Might AI "turn evil"?

That's a difficult question, but the answer might be pivotal for our understanding of AI ethics and our approach to AI development. Which are, in their own rights, fascinating topics I hope to return to elsewhere.

The question ultimately comes down to the issue of goals. In order to have a strong chance of creating "good" AI, we need to give our AI goals which align with our idea with what is good.

It's important to interpret this in a charitable way. We might not all agree that machines can "have goals", but we should agree that machines can exhibit goal-oriented behaviour.

This is a somewhat meandering post, but that I hope will tell a story that starts by answering slightly easier questions, and work our way up through other clues in history in science to answer the original question.

Why does anything happen at all?


On a cosmic scale, things "happen" in the logical intersection between time and change. The second law of thermodynamics tells us that the entropy of an isolated system can only increase. In other words, over time, things go from more ordered to less ordered. Sandcastles are never accidentally built by the winds over time, but they are always destroyed over time.

The concept of a goal is built into fundamental reality. Entropy is just one example of natural phenomena which tend towards something – in this case, disorder.


Doesn't the existence of life fly in the face of entropy?

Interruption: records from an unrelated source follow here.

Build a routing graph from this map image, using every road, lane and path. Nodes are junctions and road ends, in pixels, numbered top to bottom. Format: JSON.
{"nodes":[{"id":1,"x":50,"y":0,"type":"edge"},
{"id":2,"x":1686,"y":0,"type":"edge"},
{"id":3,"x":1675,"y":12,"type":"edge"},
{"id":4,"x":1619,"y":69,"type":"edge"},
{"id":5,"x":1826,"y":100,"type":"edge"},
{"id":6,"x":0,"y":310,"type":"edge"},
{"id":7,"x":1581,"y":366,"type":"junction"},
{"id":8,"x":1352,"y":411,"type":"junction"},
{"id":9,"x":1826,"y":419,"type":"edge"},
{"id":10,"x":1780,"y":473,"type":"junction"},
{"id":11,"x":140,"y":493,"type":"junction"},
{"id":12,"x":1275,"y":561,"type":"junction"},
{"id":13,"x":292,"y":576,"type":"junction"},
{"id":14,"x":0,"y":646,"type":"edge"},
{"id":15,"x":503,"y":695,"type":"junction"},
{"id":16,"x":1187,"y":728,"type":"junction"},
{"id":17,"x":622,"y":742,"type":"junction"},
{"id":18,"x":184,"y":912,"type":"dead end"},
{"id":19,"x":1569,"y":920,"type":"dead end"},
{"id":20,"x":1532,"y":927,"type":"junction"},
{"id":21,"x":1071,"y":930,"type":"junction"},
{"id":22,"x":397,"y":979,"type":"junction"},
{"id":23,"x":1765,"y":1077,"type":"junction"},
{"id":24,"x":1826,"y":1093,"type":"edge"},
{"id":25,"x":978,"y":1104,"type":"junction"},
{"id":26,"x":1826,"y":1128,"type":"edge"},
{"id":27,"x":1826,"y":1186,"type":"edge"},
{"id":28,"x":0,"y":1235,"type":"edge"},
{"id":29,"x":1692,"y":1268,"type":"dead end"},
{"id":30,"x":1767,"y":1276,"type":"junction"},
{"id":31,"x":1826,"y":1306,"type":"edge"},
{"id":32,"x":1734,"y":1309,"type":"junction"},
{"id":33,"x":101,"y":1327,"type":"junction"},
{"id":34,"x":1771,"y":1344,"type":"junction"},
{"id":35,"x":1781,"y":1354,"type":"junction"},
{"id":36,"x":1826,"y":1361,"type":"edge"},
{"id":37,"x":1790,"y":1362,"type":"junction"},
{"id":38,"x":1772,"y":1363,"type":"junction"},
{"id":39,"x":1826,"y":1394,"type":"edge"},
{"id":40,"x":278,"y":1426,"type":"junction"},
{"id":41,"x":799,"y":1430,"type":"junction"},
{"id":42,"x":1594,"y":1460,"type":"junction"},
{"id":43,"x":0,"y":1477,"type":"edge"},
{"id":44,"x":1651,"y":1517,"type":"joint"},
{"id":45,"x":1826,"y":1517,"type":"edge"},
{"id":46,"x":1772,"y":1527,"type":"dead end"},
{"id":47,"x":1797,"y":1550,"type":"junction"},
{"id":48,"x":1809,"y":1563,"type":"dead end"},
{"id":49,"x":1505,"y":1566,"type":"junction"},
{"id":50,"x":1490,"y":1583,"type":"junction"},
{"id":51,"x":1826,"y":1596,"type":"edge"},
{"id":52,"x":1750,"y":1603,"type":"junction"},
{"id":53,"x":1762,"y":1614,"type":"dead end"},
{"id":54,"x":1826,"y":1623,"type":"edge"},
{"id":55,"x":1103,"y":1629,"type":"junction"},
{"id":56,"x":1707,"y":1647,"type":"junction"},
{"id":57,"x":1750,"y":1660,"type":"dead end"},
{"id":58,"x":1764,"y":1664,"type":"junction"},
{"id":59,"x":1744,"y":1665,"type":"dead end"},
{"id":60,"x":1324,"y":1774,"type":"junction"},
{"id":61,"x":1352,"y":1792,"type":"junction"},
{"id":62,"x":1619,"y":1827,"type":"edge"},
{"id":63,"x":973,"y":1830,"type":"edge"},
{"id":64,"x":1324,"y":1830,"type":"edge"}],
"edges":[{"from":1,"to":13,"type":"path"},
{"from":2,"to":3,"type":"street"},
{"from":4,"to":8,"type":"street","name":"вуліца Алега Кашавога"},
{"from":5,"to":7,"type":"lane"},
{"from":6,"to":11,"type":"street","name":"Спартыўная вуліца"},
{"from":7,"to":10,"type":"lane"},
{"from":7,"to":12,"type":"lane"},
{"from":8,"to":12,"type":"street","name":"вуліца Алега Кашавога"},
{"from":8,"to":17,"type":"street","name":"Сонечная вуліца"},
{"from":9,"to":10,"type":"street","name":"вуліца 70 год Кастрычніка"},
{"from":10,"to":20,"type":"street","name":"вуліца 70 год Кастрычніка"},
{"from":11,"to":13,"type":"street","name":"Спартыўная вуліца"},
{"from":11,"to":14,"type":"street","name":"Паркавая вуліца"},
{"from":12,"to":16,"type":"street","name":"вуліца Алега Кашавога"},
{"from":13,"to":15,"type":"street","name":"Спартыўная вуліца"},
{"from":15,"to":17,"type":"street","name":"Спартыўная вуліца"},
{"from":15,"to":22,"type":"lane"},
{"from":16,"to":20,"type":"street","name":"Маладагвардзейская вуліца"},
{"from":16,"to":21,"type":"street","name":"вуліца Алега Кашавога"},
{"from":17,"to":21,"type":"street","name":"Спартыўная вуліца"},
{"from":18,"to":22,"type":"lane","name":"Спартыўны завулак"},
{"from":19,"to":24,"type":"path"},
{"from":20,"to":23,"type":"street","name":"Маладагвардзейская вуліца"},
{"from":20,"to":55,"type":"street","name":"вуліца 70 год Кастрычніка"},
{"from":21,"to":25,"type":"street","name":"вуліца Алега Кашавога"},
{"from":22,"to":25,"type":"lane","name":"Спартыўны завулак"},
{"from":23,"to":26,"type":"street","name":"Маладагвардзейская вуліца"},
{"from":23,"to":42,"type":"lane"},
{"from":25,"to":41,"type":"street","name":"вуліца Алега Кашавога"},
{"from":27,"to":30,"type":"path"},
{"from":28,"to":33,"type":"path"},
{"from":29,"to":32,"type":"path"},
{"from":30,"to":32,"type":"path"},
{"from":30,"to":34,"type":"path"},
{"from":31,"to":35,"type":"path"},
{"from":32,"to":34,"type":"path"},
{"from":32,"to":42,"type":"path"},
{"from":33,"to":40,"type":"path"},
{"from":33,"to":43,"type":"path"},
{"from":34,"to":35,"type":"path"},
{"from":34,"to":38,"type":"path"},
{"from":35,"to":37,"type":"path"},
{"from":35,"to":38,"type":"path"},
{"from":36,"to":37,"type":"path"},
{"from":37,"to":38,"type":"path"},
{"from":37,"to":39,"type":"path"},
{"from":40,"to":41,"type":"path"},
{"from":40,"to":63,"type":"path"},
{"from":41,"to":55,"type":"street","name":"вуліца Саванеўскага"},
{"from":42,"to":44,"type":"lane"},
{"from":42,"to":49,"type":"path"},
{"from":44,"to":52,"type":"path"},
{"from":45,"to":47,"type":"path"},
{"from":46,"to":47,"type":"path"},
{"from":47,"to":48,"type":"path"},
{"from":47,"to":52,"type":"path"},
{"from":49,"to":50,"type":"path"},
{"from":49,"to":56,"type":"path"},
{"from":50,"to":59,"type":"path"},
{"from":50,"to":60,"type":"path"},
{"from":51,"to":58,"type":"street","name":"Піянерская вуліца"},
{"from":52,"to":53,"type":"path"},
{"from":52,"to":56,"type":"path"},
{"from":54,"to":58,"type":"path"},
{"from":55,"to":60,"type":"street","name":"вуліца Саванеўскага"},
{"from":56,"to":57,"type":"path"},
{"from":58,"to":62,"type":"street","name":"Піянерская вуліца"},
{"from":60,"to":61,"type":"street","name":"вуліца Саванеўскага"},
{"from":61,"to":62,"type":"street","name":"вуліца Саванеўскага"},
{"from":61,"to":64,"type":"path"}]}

Well, fortunately for us, the complexity of part of a system can increase so long as on average entropy is increasing.

Life has adopted goal-achievement, and taken it for its own, colouring our world with a unique theatre of beauty and violence.

Around 3.8 billion years ago when life first came to be, and for the next 2 billion years, the only organisms – single-celled organisms – followed the same goal. Their survival was ensured by sensing their surroundings in quite an ingenious way. They could sense chemicals in the water, and compare it with chemicals they sensed moments ago. They then release their own chemicals or move correspondingly depending on whether the chemicals they sensed got "better" or not. They wouldn't have known it, of course, but they were the first beings to have the goals of reproduction and survival.

Around 1 billion years later, at the beginning of a period known as the Cambrian, there was a great explosion of life. The arms race truly began. Life started sprouting bones, tentacles, eyes and claws. Behaviour changed, becoming based around interaction with other life. But the goals remained the same – reproduce, survive.


It's hard to say exactly when we, humans, truly became moral agents. We certainly are now – we are able to assess moral conundra and make assessments based on what we know and what we believe is right. Perhaps this happened some time during the Neolithic revolution, when we stopped hunting and gathering, and became the first life on earth to create settlements based on agriculture. Whenever it was, humans now have the possibility of acting altruistically. (This stuff is fascinating. If you've not yet read Sapiens – see sources below – I highly recommend it – thorough, readable and humourous!)

The acceleration of change for humans over the last couple of centuries has been like nothing else we have seen. As Hans Rosling tells us in Factfulness (see below), 70 years ago, you could only expect to live past 50 in four countries. Today, you can expect to live past 50 in every country in the world. Existence is no longer merely about survival for most humans. Existence is increasingly about comfort, pleasure, entertainment and social validation.

Over the last century, we have an evolved an extremely broad range of goals today. Most of these goals have never been set at any time in history – for example, landing on the moon, transmitting data through the air, or posing the perfect selfie for Instagram.

Some of these goals actually turn us against the goals set for us by 3.8 billion years of evolution – reproduce, survive. The most extreme examples might be to end our own lives through suicide or to become celibate.

We have more diverse goals than ever. And they're not always consistent with each other.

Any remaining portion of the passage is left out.